All children are entitled to a Free Appropriate Public Education (FAPE) as outlined by state and federal law. At Raleigh Oak Charter School, children with disabilities will be educated in the regular educational environment with children who are non-disabled to the maximum extent appropriate, according to the IEP specifications. Children with disabilities will receive services from certified special education teachers and support staff/therapists in the regular education setting to the fullest extent possible by providing modifications, inclusion services, and remedial services as deemed necessary and appropriate by the IEP team to meet individual needs.
If you are new to Raleigh Oak Charter School and have a child who has been receiving special education services at another school, contact the Exceptional Children’s Coordinator with documentation of your child's special needs (i.e. a copy of the student's Individualized Education Program). If your child has an active plan, services will be provided upon entry. If you believe your child may have a disability, reach out to our student support team and our EC Coordinator.
Project Child Find
Raleigh Oak Charter School is required to locate and identify young people with physical, emotional or intellectual disabilities who may be in need of special education and related services.
Raleigh Oak Charter School will provide special education and related services to students identified with a disability according to the Individual with Disabilities Act (IDEA) and N.C. Public School Law, Article 9.
Multi-Tiered Student Support Team (MTSS)
Raleigh Oak Charter School’s Multi-Tiered Student Support Team is a resource for students, teachers, and parents to explore recurring concerns that affect academic progress. This team includes the Administrative Director, Education Director, Exceptional Children teacher, grade-level teachers, service providers, the parents, and child.
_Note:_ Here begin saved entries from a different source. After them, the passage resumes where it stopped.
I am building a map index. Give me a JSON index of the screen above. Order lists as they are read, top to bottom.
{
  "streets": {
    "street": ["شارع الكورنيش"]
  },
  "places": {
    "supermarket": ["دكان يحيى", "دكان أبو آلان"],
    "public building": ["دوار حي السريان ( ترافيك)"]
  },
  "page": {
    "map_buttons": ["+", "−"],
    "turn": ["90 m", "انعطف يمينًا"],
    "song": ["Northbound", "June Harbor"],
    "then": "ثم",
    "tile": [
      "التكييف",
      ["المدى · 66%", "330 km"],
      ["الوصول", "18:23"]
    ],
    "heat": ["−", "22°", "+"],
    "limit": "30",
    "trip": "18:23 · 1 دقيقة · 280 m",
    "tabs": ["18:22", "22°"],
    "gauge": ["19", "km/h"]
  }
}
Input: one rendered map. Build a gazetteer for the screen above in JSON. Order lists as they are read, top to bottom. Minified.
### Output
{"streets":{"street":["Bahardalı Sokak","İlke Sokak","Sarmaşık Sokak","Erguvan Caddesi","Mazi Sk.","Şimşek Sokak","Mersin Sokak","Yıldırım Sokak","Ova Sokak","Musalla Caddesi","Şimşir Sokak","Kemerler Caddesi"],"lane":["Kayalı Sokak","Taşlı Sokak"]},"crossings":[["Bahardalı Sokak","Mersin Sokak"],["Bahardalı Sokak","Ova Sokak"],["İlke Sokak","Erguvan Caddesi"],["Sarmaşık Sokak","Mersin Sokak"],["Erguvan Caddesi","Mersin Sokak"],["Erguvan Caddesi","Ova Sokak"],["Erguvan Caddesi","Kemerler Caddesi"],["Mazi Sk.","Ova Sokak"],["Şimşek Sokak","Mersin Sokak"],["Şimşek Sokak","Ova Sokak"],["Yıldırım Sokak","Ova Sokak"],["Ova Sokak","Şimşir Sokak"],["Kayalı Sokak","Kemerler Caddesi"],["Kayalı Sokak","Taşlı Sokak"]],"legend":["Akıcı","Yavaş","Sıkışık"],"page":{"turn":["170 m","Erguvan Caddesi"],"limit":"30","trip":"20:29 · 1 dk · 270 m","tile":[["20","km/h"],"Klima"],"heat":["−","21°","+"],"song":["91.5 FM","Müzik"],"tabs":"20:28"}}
For additional information, please visit the North Carolina Department of Instruction (NCDPI) Multi-Tier System Support.
Individualized Education Plans (IEP)
Raleigh Oak Charter School provides special education and related services through Individualized Education Plans (IEPs) according to the federal mandates of the Individual with Disabilities Act (IDEA) and the regulations of the North Carolina law.
The Public Schools of North Carolina, Exceptional Children Division, provides local educational agencies with detailed procedures for the delivery of special education services to include child find, discipline procedures, transfer students, and dispute resolution. These rules and regulations are detailed in the Policies Governing Services For Children With Disabilities. For additional information on the Exceptional Children Program in North Carolina, please visit the North Carolina Department of Public Instruction (NCDPI) Exceptional Children Division website.
504 Accommodation Plans for Qualifying Students
Section 504 is part of the Rehabilitation Act of 1973. It is a civil rights law that prohibits discrimination of students on the bases of a handicapping condition but it is not the same as the Individuals with Disabilities Act. For additional information, please visit the NCDPI at Section 504.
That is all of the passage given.